The Activia maker said it was "too early" to quantify the impact on jobs but set out its plans in a bid to "win back its competitive edge" in a market that still accounts for over half its sales.
Europe's importance to Danone was highlighted back in the summer when it issued a profit warning on the back of poor sales, particularly in the south of the continent.
Danone insisted its actions are not related to Nelson Peltz, the US activist investor, recently taking a stake in the business. Peltz, who has a record of investing in major food companies he believes are under-valued and insisting they act to improve their performance, said last month Danone's shares were under-valued and argued a "leaner cost structure" was needed.

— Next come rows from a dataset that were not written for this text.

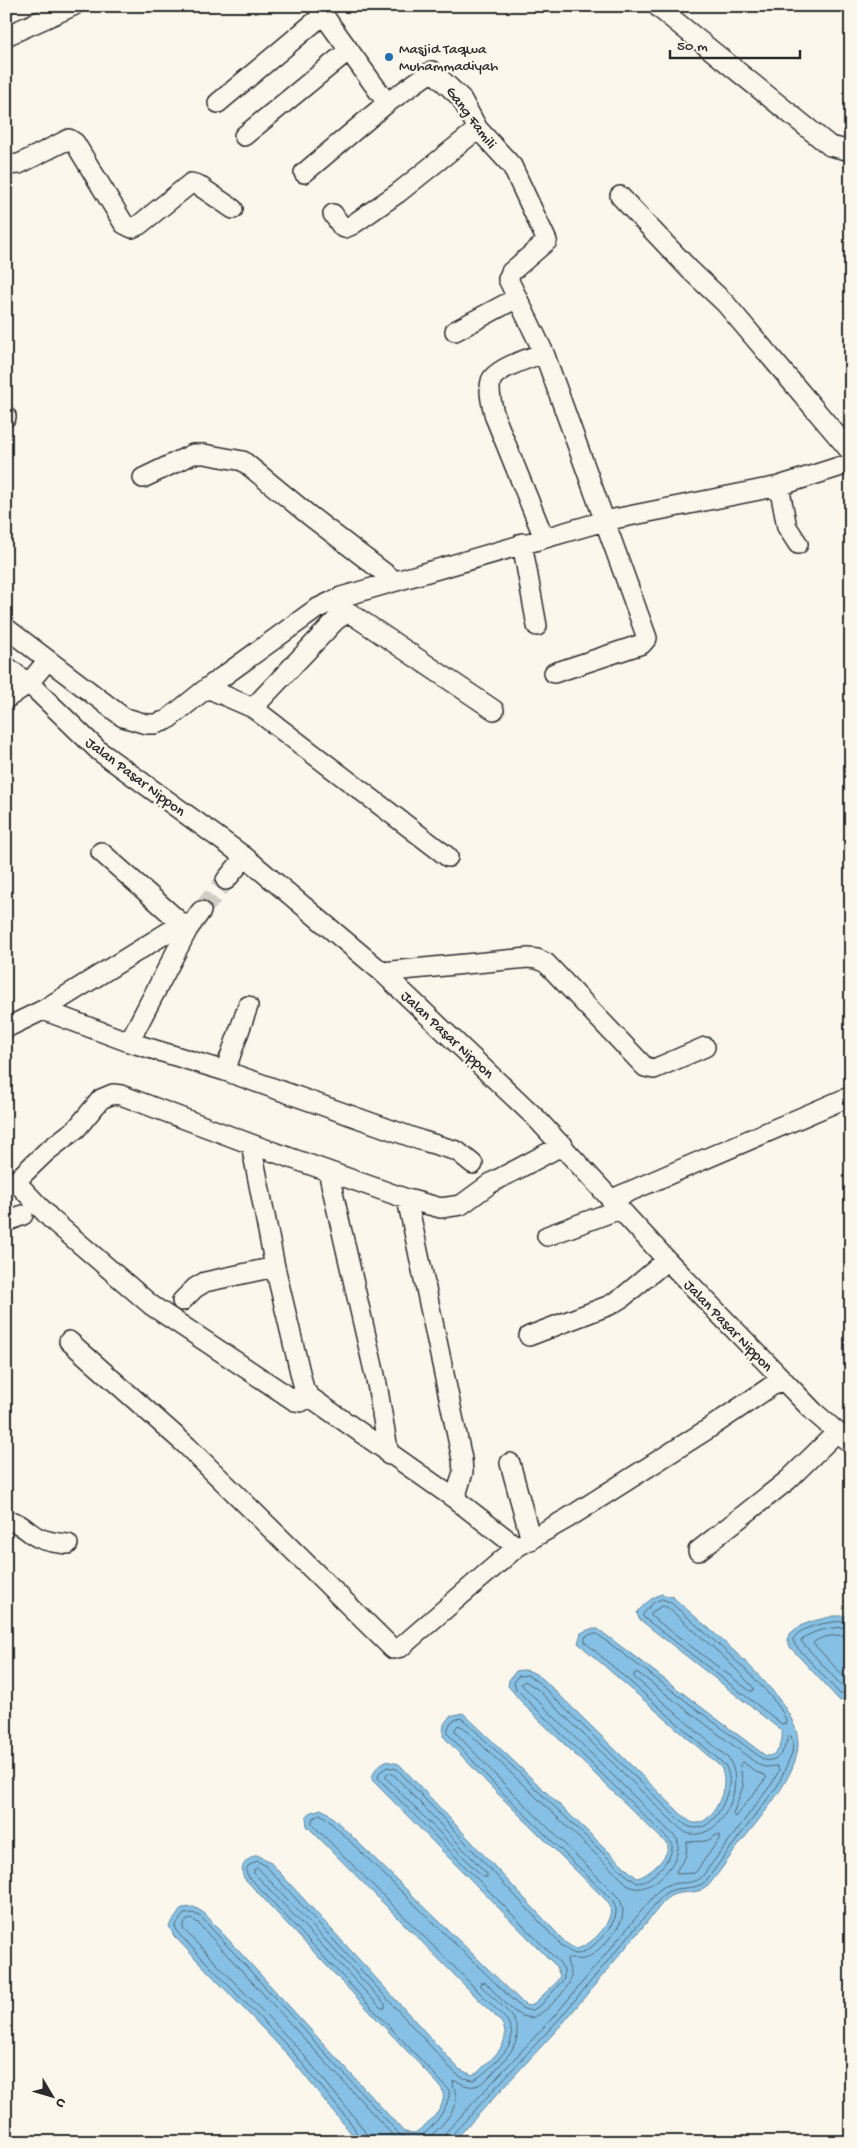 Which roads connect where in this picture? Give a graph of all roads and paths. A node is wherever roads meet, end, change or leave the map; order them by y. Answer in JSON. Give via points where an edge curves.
{"nodes":[{"id":1,"x":73,"y":6,"type":"edge"},
{"id":2,"x":660,"y":6,"type":"edge"},
{"id":3,"x":320,"y":11,"type":"edge"},
{"id":4,"x":6,"y":36,"type":"edge"},
{"id":5,"x":349,"y":50,"type":"junction"},
{"id":6,"x":218,"y":103,"type":"dead end"},
{"id":7,"x":387,"y":103,"type":"junction"},
{"id":8,"x":478,"y":129,"type":"junction"},
{"id":9,"x":244,"y":136,"type":"dead end"},
{"id":10,"x":851,"y":151,"type":"edge"},
{"id":11,"x":6,"y":164,"type":"edge"},
{"id":12,"x":304,"y":173,"type":"dead end"},
{"id":13,"x":620,"y":196,"type":"dead end"},
{"id":14,"x":233,"y":210,"type":"dead end"},
{"id":15,"x":333,"y":214,"type":"dead end"},
{"id":16,"x":517,"y":298,"type":"junction"},
{"id":17,"x":455,"y":331,"type":"dead end"},
{"id":18,"x":544,"y":352,"type":"junction"},
{"id":19,"x":851,"y":452,"type":"edge"},
{"id":20,"x":851,"y":463,"type":"edge"},
{"id":21,"x":143,"y":478,"type":"dead end"},
{"id":22,"x":779,"y":486,"type":"junction"},
{"id":23,"x":604,"y":521,"type":"junction"},
{"id":24,"x":544,"y":538,"type":"junction"},
{"id":25,"x":522,"y":543,"type":"junction"},
{"id":26,"x":798,"y":544,"type":"dead end"},
{"id":27,"x":395,"y":581,"type":"junction"},
{"id":28,"x":537,"y":626,"type":"dead end"},
{"id":29,"x":6,"y":628,"type":"edge"},
{"id":30,"x":48,"y":660,"type":"junction"},
{"id":31,"x":6,"y":666,"type":"edge"},
{"id":32,"x":554,"y":673,"type":"dead end"},
{"id":33,"x":28,"y":684,"type":"junction"},
{"id":34,"x":206,"y":688,"type":"junction"},
{"id":35,"x":6,"y":699,"type":"edge"},
{"id":36,"x":253,"y":708,"type":"junction"},
{"id":37,"x":494,"y":710,"type":"dead end"},
{"id":38,"x":101,"y":852,"type":"dead end"},
{"id":39,"x":448,"y":856,"type":"dead end"},
{"id":40,"x":245,"y":857,"type":"junction"},
{"id":41,"x":226,"y":880,"type":"tunnel mouth"},
{"id":42,"x":201,"y":911,"type":"tunnel mouth"},
{"id":43,"x":184,"y":926,"type":"junction"},
{"id":44,"x":382,"y":972,"type":"junction"},
{"id":45,"x":248,"y":1006,"type":"dead end"},
{"id":46,"x":43,"y":1010,"type":"junction"},
{"id":47,"x":6,"y":1028,"type":"edge"},
{"id":48,"x":129,"y":1042,"type":"junction"},
{"id":49,"x":705,"y":1047,"type":"dead end"},
{"id":50,"x":225,"y":1071,"type":"junction"},
{"id":51,"x":851,"y":1096,"type":"edge"},
{"id":52,"x":251,"y":1144,"type":"junction"},
{"id":53,"x":563,"y":1146,"type":"junction"},
{"id":54,"x":473,"y":1164,"type":"dead end"},
{"id":55,"x":328,"y":1171,"type":"junction"},
{"id":56,"x":407,"y":1199,"type":"junction"},
{"id":57,"x":616,"y":1204,"type":"junction"},
{"id":58,"x":547,"y":1236,"type":"dead end"},
{"id":59,"x":667,"y":1260,"type":"junction"},
{"id":60,"x":275,"y":1267,"type":"junction"},
{"id":61,"x":182,"y":1301,"type":"dead end"},
{"id":62,"x":529,"y":1336,"type":"dead end"},
{"id":63,"x":69,"y":1341,"type":"dead end"},
{"id":64,"x":782,"y":1379,"type":"junction"},
{"id":65,"x":310,"y":1397,"type":"junction"},
{"id":66,"x":844,"y":1438,"type":"edge"},
{"id":67,"x":389,"y":1455,"type":"junction"},
{"id":68,"x":510,"y":1463,"type":"dead end"},
{"id":69,"x":454,"y":1499,"type":"junction"},
{"id":70,"x":6,"y":1520,"type":"edge"},
{"id":71,"x":68,"y":1544,"type":"dead end"},
{"id":72,"x":524,"y":1544,"type":"junction"},
{"id":73,"x":698,"y":1551,"type":"dead end"}],
"edges":[{"from":1,"to":4,"type":"street"},
{"from":2,"to":10,"type":"street","via":[[830,146]]},
{"from":3,"to":5,"type":"street"},
{"from":3,"to":6,"type":"street"},
{"from":5,"to":7,"type":"street"},
{"from":5,"to":9,"type":"street"},
{"from":7,"to":8,"type":"street","name":"Gang Famili","via":[[432,70],[461,98]]},
{"from":7,"to":12,"type":"street"},
{"from":8,"to":15,"type":"street","via":[[405,188],[352,225],[342,227]]},
{"from":8,"to":16,"type":"street","name":"Gang Famili","via":[[512,166],[547,241],[508,276]]},
{"from":11,"to":14,"type":"street","via":[[19,164],[68,139],[75,143],[124,224],[132,228],[191,183]]},
{"from":13,"to":19,"type":"street","via":[[725,303]]},
{"from":16,"to":17,"type":"street"},
{"from":16,"to":18,"type":"street"},
{"from":18,"to":23,"type":"street"},
{"from":18,"to":24,"type":"street","via":[[504,369],[491,381],[495,416]]},
{"from":20,"to":22,"type":"street"},
{"from":21,"to":27,"type":"street","via":[[193,454],[243,461]]},
{"from":22,"to":23,"type":"street"},
{"from":22,"to":26,"type":"street","via":[[787,527]]},
{"from":23,"to":24,"type":"street"},
{"from":23,"to":32,"type":"street","via":[[647,638],[642,644]]},
{"from":24,"to":25,"type":"street"},
{"from":25,"to":27,"type":"street"},
{"from":25,"to":28,"type":"street"},
{"from":27,"to":34,"type":"street","via":[[329,601]]},
{"from":29,"to":30,"type":"street"},
{"from":30,"to":33,"type":"street"},
{"from":30,"to":34,"type":"street","via":[[114,712],[146,724],[167,720]]},
{"from":31,"to":33,"type":"street","name":"Jalan Pasar Nippon"},
{"from":33,"to":35,"type":"street"},
{"from":33,"to":40,"type":"street","name":"Jalan Pasar Nippon","via":[[99,750]]},
{"from":34,"to":36,"type":"street"},
{"from":36,"to":37,"type":"street","via":[[336,620],[350,613]]},
{"from":36,"to":39,"type":"street"},
{"from":38,"to":43,"type":"street"},
{"from":40,"to":41,"type":"street"},
{"from":40,"to":44,"type":"street","name":"Jalan Pasar Nippon"},
{"from":42,"to":43,"type":"street"},
{"from":43,"to":46,"type":"street"},
{"from":43,"to":48,"type":"street"},
{"from":44,"to":49,"type":"street","via":[[537,959],[546,963],[645,1067],[654,1069]]},
{"from":44,"to":53,"type":"street","name":"Jalan Pasar Nippon"},
{"from":45,"to":50,"type":"street"},
{"from":46,"to":47,"type":"street"},
{"from":46,"to":48,"type":"street"},
{"from":48,"to":50,"type":"street"},
{"from":50,"to":54,"type":"street","via":[[457,1151]]},
{"from":51,"to":57,"type":"street"},
{"from":52,"to":55,"type":"street"},
{"from":52,"to":60,"type":"street"},
{"from":52,"to":65,"type":"street","via":[[113,1094],[101,1099],[71,1134],[46,1152],[17,1180],[51,1219],[151,1305],[295,1401]]},
{"from":53,"to":56,"type":"street","via":[[491,1183],[454,1207],[441,1208]]},
{"from":53,"to":57,"type":"street","name":"Jalan Pasar Nippon"},
{"from":55,"to":56,"type":"street"},
{"from":55,"to":67,"type":"street","via":[[378,1384]]},
{"from":56,"to":69,"type":"street","via":[[462,1459],[463,1472]]},
{"from":57,"to":58,"type":"street"},
{"from":57,"to":59,"type":"street","name":"Jalan Pasar Nippon"},
{"from":59,"to":62,"type":"street","via":[[610,1304]]},
{"from":59,"to":64,"type":"street","name":"Jalan Pasar Nippon"},
{"from":60,"to":61,"type":"street","via":[[205,1282]]},
{"from":60,"to":65,"type":"street","via":[[301,1382]]},
{"from":63,"to":72,"type":"street","via":[[187,1446],[393,1649],[401,1647]]},
{"from":64,"to":66,"type":"street","name":"Jalan Pasar Nippon"},
{"from":64,"to":72,"type":"street"},
{"from":65,"to":67,"type":"street"},
{"from":66,"to":73,"type":"street"},
{"from":67,"to":69,"type":"street"},
{"from":68,"to":72,"type":"street"},
{"from":69,"to":72,"type":"street"},
{"from":70,"to":71,"type":"street","via":[[14,1521],[47,1542]]}]} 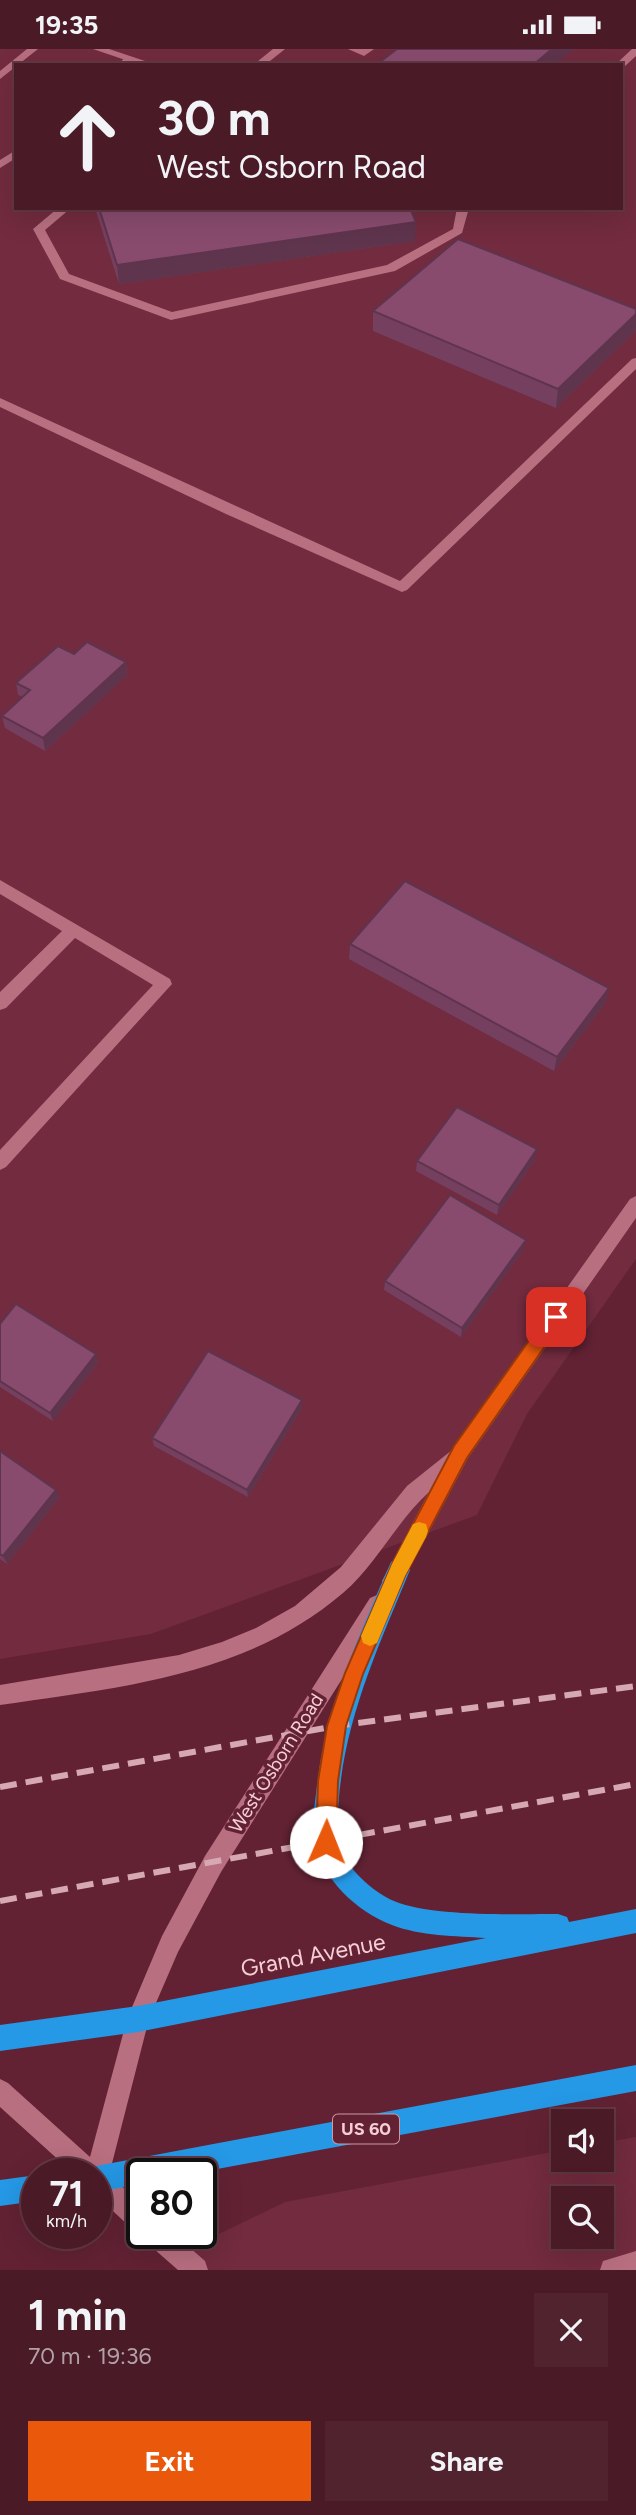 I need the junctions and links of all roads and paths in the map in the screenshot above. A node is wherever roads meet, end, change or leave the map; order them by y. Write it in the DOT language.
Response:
graph roads {
  1 [pos="33,49"];
  2 [pos="98,49"];
  3 [pos="280,49"];
  4 [pos="353,49"];
  5 [pos="369,49"];
  6 [pos="636,51"];
  7 [pos="126,62"];
  8 [pos="16,63"];
  9 [pos="261,63"];
  10 [pos="622,63"];
  11 [pos="14,65"];
  12 [pos="0,76"];
  13 [pos="63,210"];
  14 [pos="463,210"];
  15 [pos="636,362"];
  16 [pos="0,402"];
  17 [pos="0,886"];
  18 [pos="74,930"];
  19 [pos="0,1003"];
  20 [pos="0,1162"];
  21 [pos="636,1204"];
  22 [pos="461,1452"];
  23 [pos="399,1570"];
  24 [pos="0,1695"];
  25 [pos="636,1921"];
  26 [pos="608,1926"];
  27 [pos="138,2019"];
  28 [pos="0,2038"];
  29 [pos="636,2078"];
  30 [pos="0,2091"];
  31 [pos="74,2158"];
  32 [pos="102,2158"];
  33 [pos="112,2176"];
  34 [pos="21,2190"];
  35 [pos="0,2193"];
  36 [pos="112,2194"];
  37 [pos="126,2206"];
  38 [pos="173,2249"];
  39 [pos="636,2263"];
  40 [pos="196,2270"];
  41 [pos="612,2270"];
  1 -- 8 [label="street"];
  2 -- 7 [label="street"];
  3 -- 9 [label="street"];
  4 -- 5 [label="street"];
  6 -- 10 [label="street"];
  11 -- 12 [label="street"];
  13 -- 14 [label="street"];
  15 -- 16 [label="street"];
  17 -- 18 [label="street"];
  18 -- 19 [label="street"];
  18 -- 20 [label="street"];
  21 -- 22 [label="street, West Osborn Road"];
  22 -- 23 [label="street, West Osborn Road"];
  22 -- 24 [label="street"];
  23 -- 26 [label="highway"];
  23 -- 27 [label="street, West Osborn Road"];
  25 -- 26 [label="highway, Grand Avenue"];
  26 -- 27 [label="highway, Grand Avenue"];
  27 -- 28 [label="highway, Grand Avenue"];
  27 -- 32 [label="street, West Osborn Road"];
  29 -- 33 [label="highway, US 60"];
  30 -- 31 [label="street"];
  34 -- 35 [label="highway"];
  36 -- 37 [label="street"];
  38 -- 40 [label="street"];
  39 -- 41 [label="street"];
}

Whatever the catalyst for the changes in Europe, there remain question marks over their impact. Danone may say the cuts have nothing to do with Peltz coming on board but, given his history in putting pressure on directors and his call for the company to improve its profitability, it is by no means certain all of the savings will be used to re-invest in the group's brands as it insisted last week.
Moreover, economic conditions in some of Danone's key European markets such as Spain and Italy remain dire. Tougher action could be needed in the coming months.
Indeed, Europe is hardly seen as a growth market for dairy companies. In a recent interview with just-food, a senior executive at FrieslandCampina spoke at length about the growth prospects of Asia and Africa but said Europe was a market with an ageing population and a saturated dairy market.
Last week, the Dutch dairy giant announced it would cut over 200 jobs from its business in Germany to try to make it more competitive. The company told just-food dairy consumption was falling in Germany, which had hit its sales and profits in the country last year. And with powerful German retailers fiercely competing on price, FrieslandCampina felt it had to act.
Dairy companies like FrieslandCampina strongly believe in the potential of markets in the East and are investing in those countries to cater for increased demand for dairy.
However, Western markets, particularly in Europe remain tough. As well as last week's announcements from Danone and FrieslandCampina, for example, French dairy giant Sodiaal last month announced plans to close three plants in its domestic market.
And the need to manage stagnant businesses in Western markets while investing in the East is, of course, a trend seen across the food sector for a number of years. There are, however, signs it is intensifying. Barry Callebaut last week announced it would buy the cocoa ingredients arm of Singapore-based Petra Foods, largely for its exposure to fast-growing Eastern markets. However, earlier this month, the Swiss chocolate group said it would close a factory in the UK, news that came weeks after the company announced plans to open its first factory in Turkey.
Elsewhere last week, UK food manufacturers were again urged to tap into the faster-growing economies of the East, markets where competition is only going to increase.
Those that adapt to the new global economic realities fastest will have a better chance of thriving as we move throughout this decade and, throughout 2012, we have seen a number of examples. General Mills is one that this year has continued to react to the shift in power between West and East but they are not alone. The trend will no doubt continue next year and beyond.
This is the last weekly column for 2012. The year has proven another challenging one for the industry, with economic, customer and regulatory pressure. However, there are opportunities to go after in the year ahead. Before you do, though, all at just-food.com would like to wish you a Merry Christmas and a Happy 2013.